PROBLEM
Across the records that follow, how many lines contain the string "Cardona"? Answer with the number only.

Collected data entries
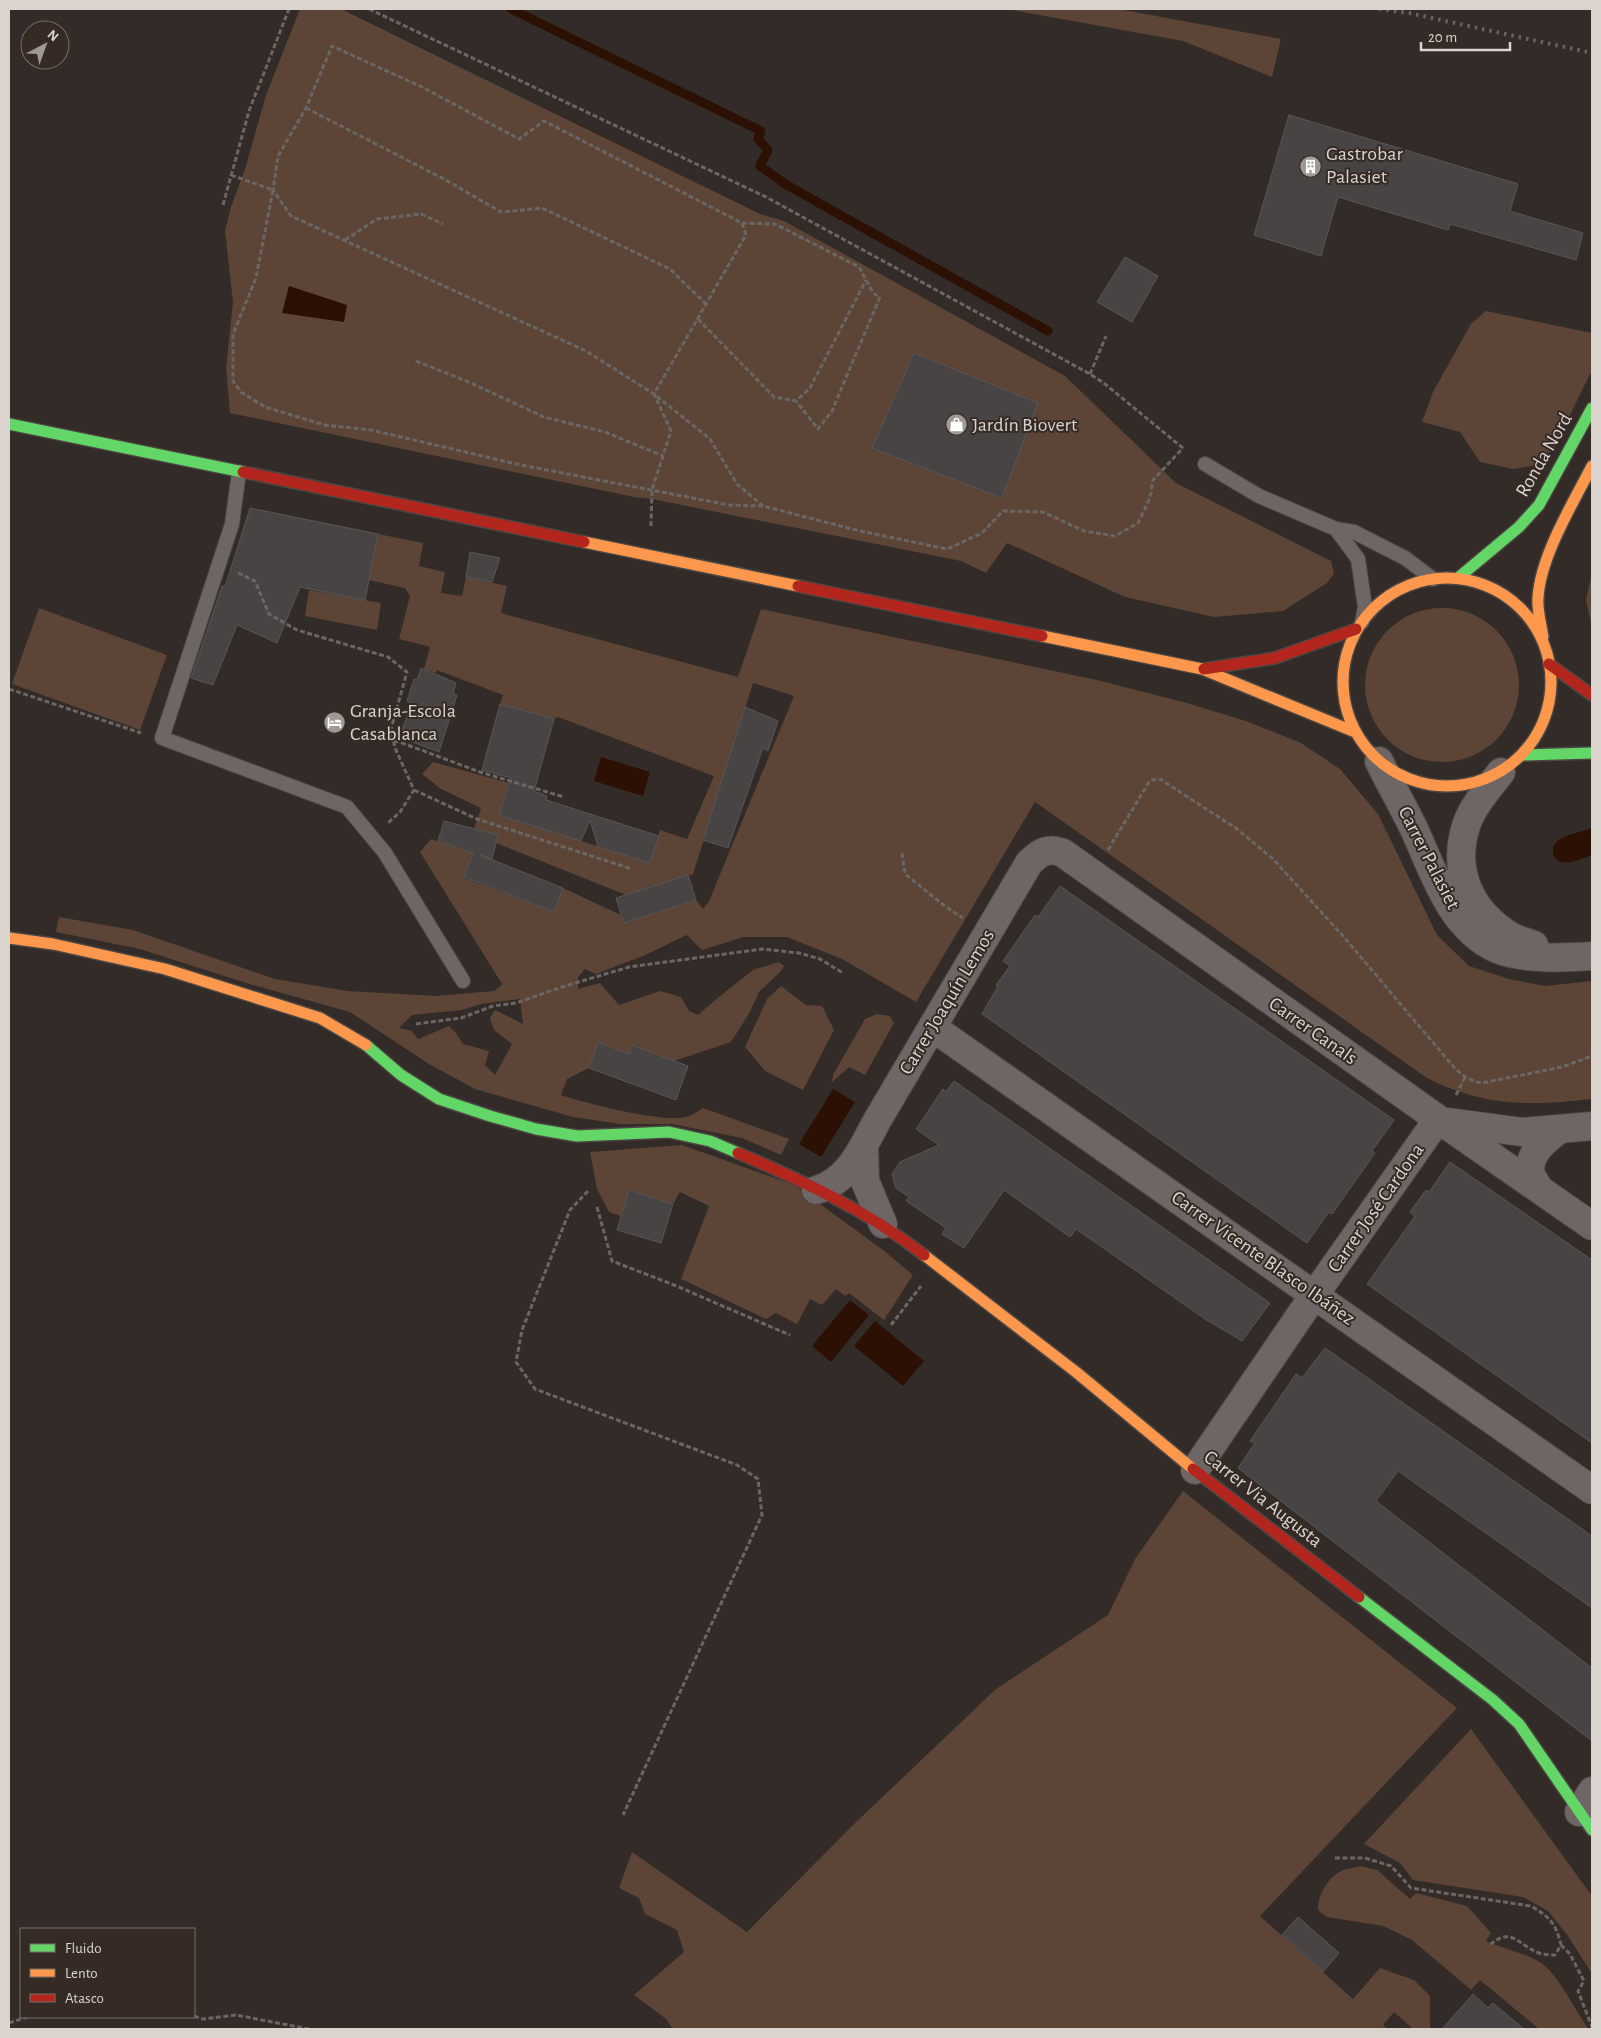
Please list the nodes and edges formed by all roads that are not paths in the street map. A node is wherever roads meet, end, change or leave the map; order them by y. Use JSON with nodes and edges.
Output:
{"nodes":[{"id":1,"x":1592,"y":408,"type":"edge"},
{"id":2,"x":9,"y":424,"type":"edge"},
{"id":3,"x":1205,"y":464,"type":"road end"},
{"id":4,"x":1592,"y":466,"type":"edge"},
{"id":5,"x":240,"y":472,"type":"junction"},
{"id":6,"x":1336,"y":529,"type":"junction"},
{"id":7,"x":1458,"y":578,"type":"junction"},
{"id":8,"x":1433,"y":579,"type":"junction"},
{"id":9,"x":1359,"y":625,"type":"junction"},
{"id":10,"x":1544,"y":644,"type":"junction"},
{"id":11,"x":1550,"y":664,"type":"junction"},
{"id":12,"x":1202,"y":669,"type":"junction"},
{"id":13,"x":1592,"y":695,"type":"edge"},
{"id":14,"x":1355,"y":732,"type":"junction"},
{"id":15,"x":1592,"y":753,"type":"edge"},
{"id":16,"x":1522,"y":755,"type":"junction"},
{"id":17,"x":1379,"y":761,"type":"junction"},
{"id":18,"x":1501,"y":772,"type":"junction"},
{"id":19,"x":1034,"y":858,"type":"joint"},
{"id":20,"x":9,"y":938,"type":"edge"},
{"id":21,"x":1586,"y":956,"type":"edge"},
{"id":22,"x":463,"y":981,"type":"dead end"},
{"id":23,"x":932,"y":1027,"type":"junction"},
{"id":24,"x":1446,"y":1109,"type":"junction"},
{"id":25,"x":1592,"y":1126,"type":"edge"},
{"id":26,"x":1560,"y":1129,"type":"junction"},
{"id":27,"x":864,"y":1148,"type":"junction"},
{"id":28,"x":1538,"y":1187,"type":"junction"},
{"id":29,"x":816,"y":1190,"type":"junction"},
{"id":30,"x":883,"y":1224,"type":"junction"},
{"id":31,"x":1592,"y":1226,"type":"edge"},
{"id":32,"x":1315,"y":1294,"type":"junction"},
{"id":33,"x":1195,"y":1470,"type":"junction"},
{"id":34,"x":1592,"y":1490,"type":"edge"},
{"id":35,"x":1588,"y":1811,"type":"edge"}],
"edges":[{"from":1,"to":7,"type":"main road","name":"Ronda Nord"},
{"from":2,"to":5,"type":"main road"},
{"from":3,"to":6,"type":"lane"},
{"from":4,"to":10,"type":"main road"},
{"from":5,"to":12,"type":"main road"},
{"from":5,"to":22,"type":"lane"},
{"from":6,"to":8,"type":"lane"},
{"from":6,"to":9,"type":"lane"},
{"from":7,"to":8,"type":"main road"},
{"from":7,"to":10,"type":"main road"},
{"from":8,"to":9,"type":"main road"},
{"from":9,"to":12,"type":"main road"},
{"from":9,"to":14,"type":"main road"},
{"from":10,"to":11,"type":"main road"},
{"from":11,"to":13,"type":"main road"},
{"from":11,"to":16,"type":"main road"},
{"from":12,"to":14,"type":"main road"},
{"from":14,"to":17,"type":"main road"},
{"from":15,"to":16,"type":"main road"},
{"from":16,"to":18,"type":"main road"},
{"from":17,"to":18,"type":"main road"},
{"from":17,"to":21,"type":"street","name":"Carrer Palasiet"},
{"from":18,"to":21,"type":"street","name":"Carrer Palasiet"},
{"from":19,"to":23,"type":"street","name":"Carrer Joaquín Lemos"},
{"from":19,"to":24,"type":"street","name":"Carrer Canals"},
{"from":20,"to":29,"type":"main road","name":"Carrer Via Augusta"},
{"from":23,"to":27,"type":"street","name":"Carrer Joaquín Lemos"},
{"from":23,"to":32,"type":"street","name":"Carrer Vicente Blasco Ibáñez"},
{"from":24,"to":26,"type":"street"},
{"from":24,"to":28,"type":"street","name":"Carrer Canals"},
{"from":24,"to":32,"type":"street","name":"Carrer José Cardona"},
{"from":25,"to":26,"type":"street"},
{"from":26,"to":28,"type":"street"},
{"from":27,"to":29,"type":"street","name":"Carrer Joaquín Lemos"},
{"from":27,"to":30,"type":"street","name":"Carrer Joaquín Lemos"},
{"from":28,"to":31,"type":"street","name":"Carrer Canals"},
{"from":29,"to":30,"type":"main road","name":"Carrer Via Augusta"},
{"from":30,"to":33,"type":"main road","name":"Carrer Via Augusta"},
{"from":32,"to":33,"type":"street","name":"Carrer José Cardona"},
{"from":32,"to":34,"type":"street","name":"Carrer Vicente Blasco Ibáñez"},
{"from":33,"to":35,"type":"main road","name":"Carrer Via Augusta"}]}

SOLUTION FOR THIS PROBLEM
2